The first chance he got, in February 2015, he voted against his brother-from-another-mother Abbott. In September he voted against him again. The lack of press gallery coverage about Ashby (mainly protecting favoured source Christopher Pyne) must have lulled Prime Minister Turnbull into thinking Brough was cleared of the matter concerning Slipper's diary and other questionable behaviour. It was always a sad joke to put him in charge of electoral probity, and now it seems like the Prime Minister will have to find someone else.
The longer Brough stays as Special Minister of State, the less likely it is there will be an early election. A quick replacement would have been a clear sign the government was up to something. He is also Minister for Defence Materiel at a time when big procurement projects are up for grabs.
If Turnbull hadn't appointed Brough to the ministry, Brough would have joined the Abbott-Abetz sooks' club, and/or gone bonkers like Senator Macdonald.
Abbott allowed himself a chuckle as Labor finally started questioning him over Ashby-Slipper, at a time when even the press gallery would give them coverage for doing so. Abbott allowed himself a chuckle, as he does when others come under the scrutiny he has always escaped: a could-have-been Liberal leader mocked by a has-been.
The Australian Federal Police had all but dropped their investigation into the events surrounding the Speaker's diary until recently. I note, without making any allegation, that the minister responsible for the AFP is George Brandis. If this investigation damages the political careers of two of Brandis' ministerial colleagues (Brough and Pyne) while leaving his untouched, it could be a masterstroke worthy of House of Cards. If not, it could be the greatest own-goal in Australian politics since the Costigan Royal Commission.

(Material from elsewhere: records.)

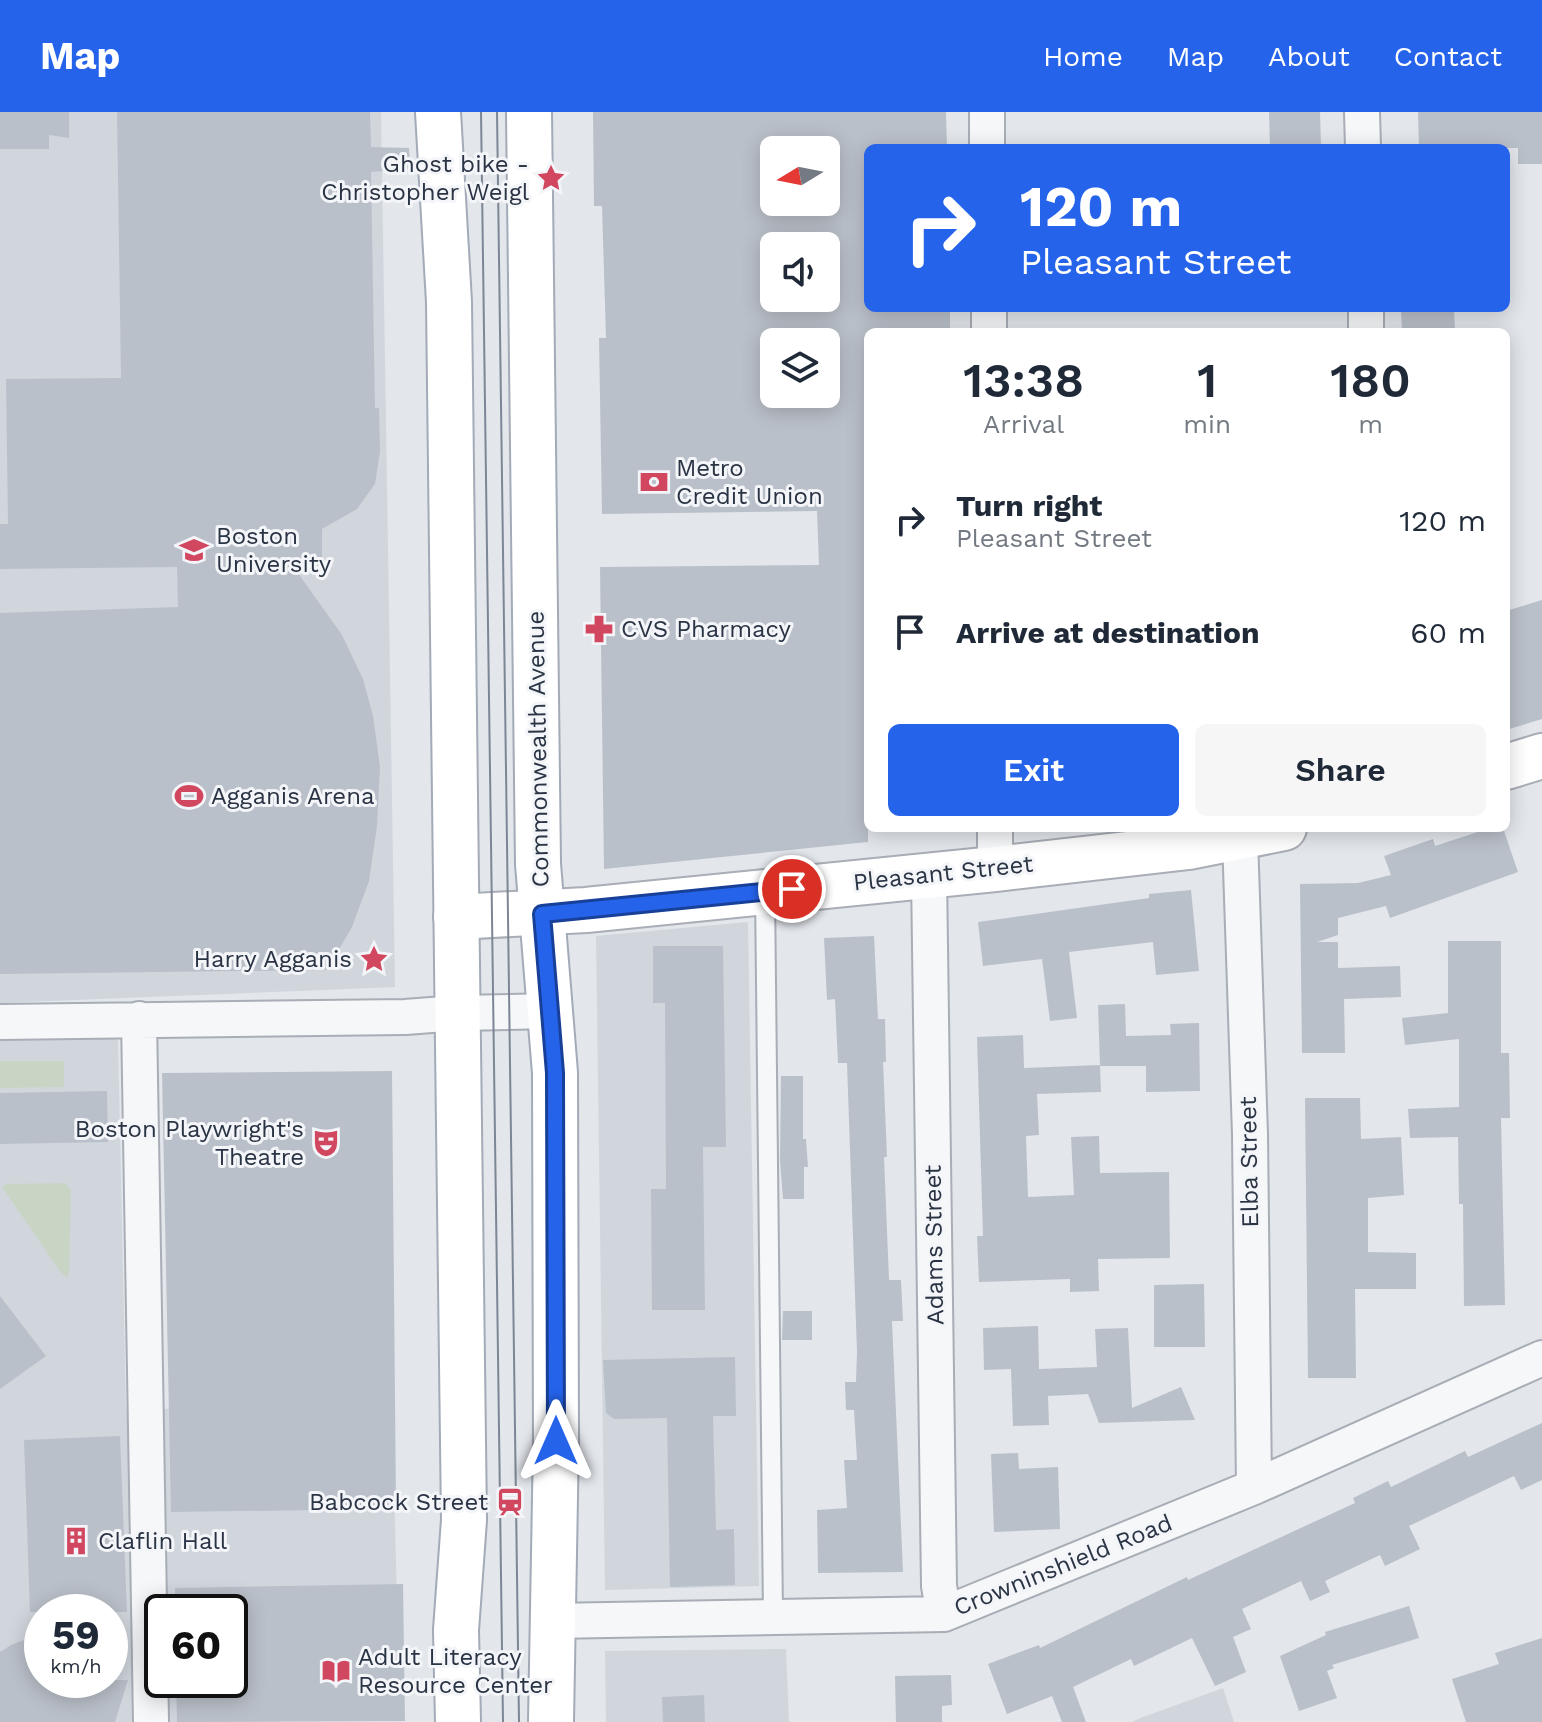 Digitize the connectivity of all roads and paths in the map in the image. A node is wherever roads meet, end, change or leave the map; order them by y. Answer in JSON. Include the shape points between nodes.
{"nodes":[{"id":1,"x":438,"y":112,"type":"edge"},
{"id":2,"x":529,"y":112,"type":"edge"},
{"id":3,"x":987,"y":112,"type":"edge"},
{"id":4,"x":1362,"y":112,"type":"edge"},
{"id":5,"x":987,"y":144,"type":"edge"},
{"id":6,"x":1363,"y":144,"type":"edge"},
{"id":7,"x":1542,"y":756,"type":"edge"},
{"id":8,"x":1510,"y":766,"type":"edge"},
{"id":9,"x":1266,"y":832,"type":"edge"},
{"id":10,"x":1240,"y":838,"type":"junction"},
{"id":11,"x":995,"y":848,"type":"edge"},
{"id":12,"x":929,"y":875,"type":"junction"},
{"id":13,"x":765,"y":892,"type":"junction"},
{"id":14,"x":542,"y":914,"type":"junction"},
{"id":15,"x":456,"y":917,"type":"junction"},
{"id":16,"x":551,"y":1011,"type":"junction"},
{"id":17,"x":458,"y":1013,"type":"junction"},
{"id":18,"x":139,"y":1019,"type":"junction"},
{"id":19,"x":0,"y":1022,"type":"edge"},
{"id":20,"x":1542,"y":1358,"type":"edge"},
{"id":21,"x":1254,"y":1487,"type":"junction"},
{"id":22,"x":944,"y":1614,"type":"junction"},
{"id":23,"x":773,"y":1616,"type":"junction"},
{"id":24,"x":551,"y":1621,"type":"junction"},
{"id":25,"x":151,"y":1722,"type":"edge"},
{"id":26,"x":458,"y":1722,"type":"edge"},
{"id":27,"x":551,"y":1722,"type":"edge"}],
"edges":[{"from":1,"to":15,"type":"main road","via":[[449,302]]},
{"from":2,"to":14,"type":"main road","name":"Commonwealth Avenue"},
{"from":3,"to":5,"type":"street"},
{"from":4,"to":6,"type":"street"},
{"from":7,"to":8,"type":"main road"},
{"from":9,"to":10,"type":"main road","name":"Pleasant Street"},
{"from":10,"to":11,"type":"main road","name":"Pleasant Street","via":[[1189,847]]},
{"from":10,"to":21,"type":"street","name":"Elba Street"},
{"from":11,"to":12,"type":"main road","name":"Pleasant Street"},
{"from":12,"to":13,"type":"main road","name":"Pleasant Street"},
{"from":12,"to":22,"type":"street","name":"Adams Street","via":[[939,1570]]},
{"from":13,"to":14,"type":"main road","name":"Pleasant Street"},
{"from":13,"to":23,"type":"lane"},
{"from":14,"to":15,"type":"main road","name":"Pleasant Street"},
{"from":14,"to":16,"type":"main road","name":"Commonwealth Avenue"},
{"from":15,"to":17,"type":"main road"},
{"from":16,"to":17,"type":"street"},
{"from":16,"to":24,"type":"main road","name":"Commonwealth Avenue","via":[[557,1302]]},
{"from":17,"to":18,"type":"street"},
{"from":17,"to":26,"type":"main road","via":[[464,1520],[456,1630]]},
{"from":18,"to":19,"type":"street"},
{"from":18,"to":25,"type":"street"},
{"from":20,"to":21,"type":"street","name":"Crowninshield Road"},
{"from":21,"to":22,"type":"street","name":"Crowninshield Road"},
{"from":22,"to":23,"type":"street","name":"Crowninshield Road"},
{"from":23,"to":24,"type":"street","name":"Crowninshield Road"},
{"from":24,"to":27,"type":"main road","name":"Commonwealth Avenue"}]}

Governments can lose a minister or two without affecting their ability to be re-elected. Turnbull knows this, as does any student of Australian politics. Predicting the demise of Brough or even Pyne will finish Turnbull is to over-egg the situation. Mind you, Mal Brough's whole political career has been empty hype on the part of the press gallery. Now that it is over, it is clear how insubstantial it was.